Well, yeah. Which means that those who can save their tires by more skillful driving will benefit. Years ago Alain Prost was legendary for being able to take care of his tires and then to challenge strongly at the end of the race when everyone else’s tires were shot. In fact, without that ability, it is doubtful that he could have been quite as strong a teammate to Senna when they were both at McLaren. And it is drivers with the smooth, economical style of a Prost who will gain most from the ban, while the more spectacular but abrasive drivers will have to be more careful.
Certainly, it won’t be more exciting – but we might find the usual order shuffled a bit. Just as an instance, Kimi Raikkonen is rumored to be quite hard on his car and that means tires too. If he has to curb his instincts somewhat, that could put him in range of a lot of pretenders to his crown as one of the three quickest drivers. And they do say that Jenson Button is one of the smoothest drivers around…
As reported by F1 Racing-live, Olivier Panis will retire from his position as Toyota’s test driver at the end of the year. He is hoping to race in other formulae but has decided that F1 is no longer for him.
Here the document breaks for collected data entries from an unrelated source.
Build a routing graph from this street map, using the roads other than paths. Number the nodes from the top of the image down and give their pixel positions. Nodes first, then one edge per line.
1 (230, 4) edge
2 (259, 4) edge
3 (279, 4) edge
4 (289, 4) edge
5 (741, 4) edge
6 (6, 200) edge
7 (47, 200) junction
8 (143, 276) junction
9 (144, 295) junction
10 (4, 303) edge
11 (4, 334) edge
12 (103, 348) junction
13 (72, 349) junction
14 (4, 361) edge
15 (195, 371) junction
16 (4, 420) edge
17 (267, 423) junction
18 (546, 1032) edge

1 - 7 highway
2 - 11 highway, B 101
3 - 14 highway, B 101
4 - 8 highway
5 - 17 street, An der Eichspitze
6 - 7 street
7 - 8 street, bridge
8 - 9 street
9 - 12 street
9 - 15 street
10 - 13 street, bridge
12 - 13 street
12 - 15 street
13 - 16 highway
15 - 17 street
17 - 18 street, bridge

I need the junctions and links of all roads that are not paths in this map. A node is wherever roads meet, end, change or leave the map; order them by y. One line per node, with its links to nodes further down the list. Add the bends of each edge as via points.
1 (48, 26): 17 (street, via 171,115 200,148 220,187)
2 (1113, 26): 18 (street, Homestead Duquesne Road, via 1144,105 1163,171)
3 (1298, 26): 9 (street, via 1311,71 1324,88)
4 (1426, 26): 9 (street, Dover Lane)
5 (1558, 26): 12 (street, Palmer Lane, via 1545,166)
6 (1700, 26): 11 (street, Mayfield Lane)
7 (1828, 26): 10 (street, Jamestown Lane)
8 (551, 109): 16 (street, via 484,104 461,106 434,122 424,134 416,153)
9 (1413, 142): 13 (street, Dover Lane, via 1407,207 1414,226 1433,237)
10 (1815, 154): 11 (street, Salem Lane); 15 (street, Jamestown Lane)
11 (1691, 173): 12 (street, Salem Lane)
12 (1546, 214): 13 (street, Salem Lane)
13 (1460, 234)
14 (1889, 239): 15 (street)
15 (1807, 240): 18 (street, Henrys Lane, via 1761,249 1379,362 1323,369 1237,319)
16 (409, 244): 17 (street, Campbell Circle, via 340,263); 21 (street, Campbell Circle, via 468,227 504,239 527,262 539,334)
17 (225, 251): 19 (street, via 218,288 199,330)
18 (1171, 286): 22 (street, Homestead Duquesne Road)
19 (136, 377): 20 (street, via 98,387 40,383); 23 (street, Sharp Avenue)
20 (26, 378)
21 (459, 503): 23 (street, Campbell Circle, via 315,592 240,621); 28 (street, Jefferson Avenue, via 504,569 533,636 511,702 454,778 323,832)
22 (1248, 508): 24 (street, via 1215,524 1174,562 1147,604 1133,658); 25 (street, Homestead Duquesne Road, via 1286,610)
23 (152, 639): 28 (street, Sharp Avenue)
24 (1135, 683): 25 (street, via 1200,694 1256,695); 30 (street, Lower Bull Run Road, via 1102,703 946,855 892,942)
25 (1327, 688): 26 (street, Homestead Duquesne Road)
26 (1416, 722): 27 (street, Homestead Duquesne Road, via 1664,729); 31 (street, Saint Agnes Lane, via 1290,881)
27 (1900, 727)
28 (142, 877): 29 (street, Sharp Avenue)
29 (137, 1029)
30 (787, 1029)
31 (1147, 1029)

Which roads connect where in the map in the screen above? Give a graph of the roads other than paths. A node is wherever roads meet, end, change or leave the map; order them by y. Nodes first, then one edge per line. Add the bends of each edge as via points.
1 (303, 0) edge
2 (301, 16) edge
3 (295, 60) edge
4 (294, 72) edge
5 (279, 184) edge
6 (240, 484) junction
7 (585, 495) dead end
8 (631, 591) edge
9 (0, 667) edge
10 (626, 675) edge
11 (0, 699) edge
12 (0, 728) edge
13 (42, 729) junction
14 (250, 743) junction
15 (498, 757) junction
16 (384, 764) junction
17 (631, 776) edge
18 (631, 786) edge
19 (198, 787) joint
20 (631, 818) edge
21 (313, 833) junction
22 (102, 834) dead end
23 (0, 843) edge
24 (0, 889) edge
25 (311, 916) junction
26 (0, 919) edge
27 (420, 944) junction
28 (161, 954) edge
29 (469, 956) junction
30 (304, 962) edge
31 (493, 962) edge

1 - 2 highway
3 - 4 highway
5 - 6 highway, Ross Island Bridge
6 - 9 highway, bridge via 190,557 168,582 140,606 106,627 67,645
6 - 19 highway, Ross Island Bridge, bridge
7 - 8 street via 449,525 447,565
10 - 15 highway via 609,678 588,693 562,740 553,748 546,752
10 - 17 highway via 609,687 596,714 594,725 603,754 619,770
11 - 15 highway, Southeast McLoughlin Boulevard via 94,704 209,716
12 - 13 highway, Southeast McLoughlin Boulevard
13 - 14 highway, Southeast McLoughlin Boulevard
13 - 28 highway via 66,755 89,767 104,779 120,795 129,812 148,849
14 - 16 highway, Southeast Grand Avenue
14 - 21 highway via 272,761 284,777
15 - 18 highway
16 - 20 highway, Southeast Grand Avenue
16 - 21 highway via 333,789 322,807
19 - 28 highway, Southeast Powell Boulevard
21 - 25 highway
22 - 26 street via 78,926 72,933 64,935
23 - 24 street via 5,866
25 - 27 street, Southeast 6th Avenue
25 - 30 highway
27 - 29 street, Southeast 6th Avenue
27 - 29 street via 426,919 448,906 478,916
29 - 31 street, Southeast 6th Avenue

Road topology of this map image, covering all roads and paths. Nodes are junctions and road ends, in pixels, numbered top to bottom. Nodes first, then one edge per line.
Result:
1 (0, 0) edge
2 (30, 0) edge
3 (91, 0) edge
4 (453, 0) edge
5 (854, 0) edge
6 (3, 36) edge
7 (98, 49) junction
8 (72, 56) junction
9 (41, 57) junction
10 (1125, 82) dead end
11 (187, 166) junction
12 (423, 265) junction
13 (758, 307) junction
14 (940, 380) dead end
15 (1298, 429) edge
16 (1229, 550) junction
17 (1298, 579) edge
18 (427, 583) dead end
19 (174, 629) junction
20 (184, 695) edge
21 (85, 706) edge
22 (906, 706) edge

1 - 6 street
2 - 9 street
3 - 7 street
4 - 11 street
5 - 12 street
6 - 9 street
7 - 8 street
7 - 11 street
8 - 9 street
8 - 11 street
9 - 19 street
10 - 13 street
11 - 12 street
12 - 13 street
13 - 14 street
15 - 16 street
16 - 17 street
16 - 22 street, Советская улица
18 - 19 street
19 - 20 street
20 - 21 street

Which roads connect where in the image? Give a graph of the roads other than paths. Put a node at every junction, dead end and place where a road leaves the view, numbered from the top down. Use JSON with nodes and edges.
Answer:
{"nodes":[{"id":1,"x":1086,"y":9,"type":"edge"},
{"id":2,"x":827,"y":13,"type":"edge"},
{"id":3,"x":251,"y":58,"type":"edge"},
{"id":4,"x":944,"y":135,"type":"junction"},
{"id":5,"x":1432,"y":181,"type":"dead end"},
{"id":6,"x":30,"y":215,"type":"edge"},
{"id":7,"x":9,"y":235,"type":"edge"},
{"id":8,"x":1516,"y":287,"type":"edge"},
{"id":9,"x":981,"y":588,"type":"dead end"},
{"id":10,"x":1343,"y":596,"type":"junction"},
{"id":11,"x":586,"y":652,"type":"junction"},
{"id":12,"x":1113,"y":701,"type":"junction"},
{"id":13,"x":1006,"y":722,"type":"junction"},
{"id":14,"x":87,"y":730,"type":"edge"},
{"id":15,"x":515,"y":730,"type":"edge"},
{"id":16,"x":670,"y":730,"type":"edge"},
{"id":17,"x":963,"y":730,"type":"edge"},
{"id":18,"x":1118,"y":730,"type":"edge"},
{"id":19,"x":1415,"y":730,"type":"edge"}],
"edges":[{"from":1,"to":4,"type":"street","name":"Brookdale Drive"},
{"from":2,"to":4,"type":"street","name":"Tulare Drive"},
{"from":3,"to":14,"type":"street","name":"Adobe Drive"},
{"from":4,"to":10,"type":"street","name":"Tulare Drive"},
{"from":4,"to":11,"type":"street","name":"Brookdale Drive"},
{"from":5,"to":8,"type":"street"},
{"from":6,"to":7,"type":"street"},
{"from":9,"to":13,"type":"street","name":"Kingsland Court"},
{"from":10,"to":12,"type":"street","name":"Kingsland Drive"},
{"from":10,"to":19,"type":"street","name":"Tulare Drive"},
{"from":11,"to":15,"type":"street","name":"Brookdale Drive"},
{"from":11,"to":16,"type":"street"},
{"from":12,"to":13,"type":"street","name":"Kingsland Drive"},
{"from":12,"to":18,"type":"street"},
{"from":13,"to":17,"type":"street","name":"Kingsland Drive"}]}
Olivier’s career in F1 began with the Ligier team in 1994. He showed considerable promise, driving the uncompetitive car to unexpectedly high positions and, in 1996, he won the Monaco Grand Prix. Admittedly, this was after almost the entire field had spun off or collided in the wet conditions but Olivier avoided the trouble to come through at the end. And that’s what counts.
Panis continued to drive for Ligier after Prost took over the team and renamed it. In 1997 he produced some excellent early results, second in Spain and third in Brazil, but in Canada he broke his leg in a bad accident, thus putting an end to a promising season.
Thereafter, Olivier’s F1 career went downhill. He left Prost at the end of 1998 and signed for McLaren as a test driver. Returning to competition in 2001 with BAR, he found that the car was less than he’d hoped and, after two years, he departed for Toyota’s new team.
Although the Toyota improved steadily during 2003 and 2004, Olivier elected to take on a test driver role for them from 2005 onwards. And now he has decided to call it quits. He leaves F1 with a reputation for being a competent and solid driver. Always honest, Olivier could be counted on for some good quotes on F1 events. I will miss his insights into the Toyota team.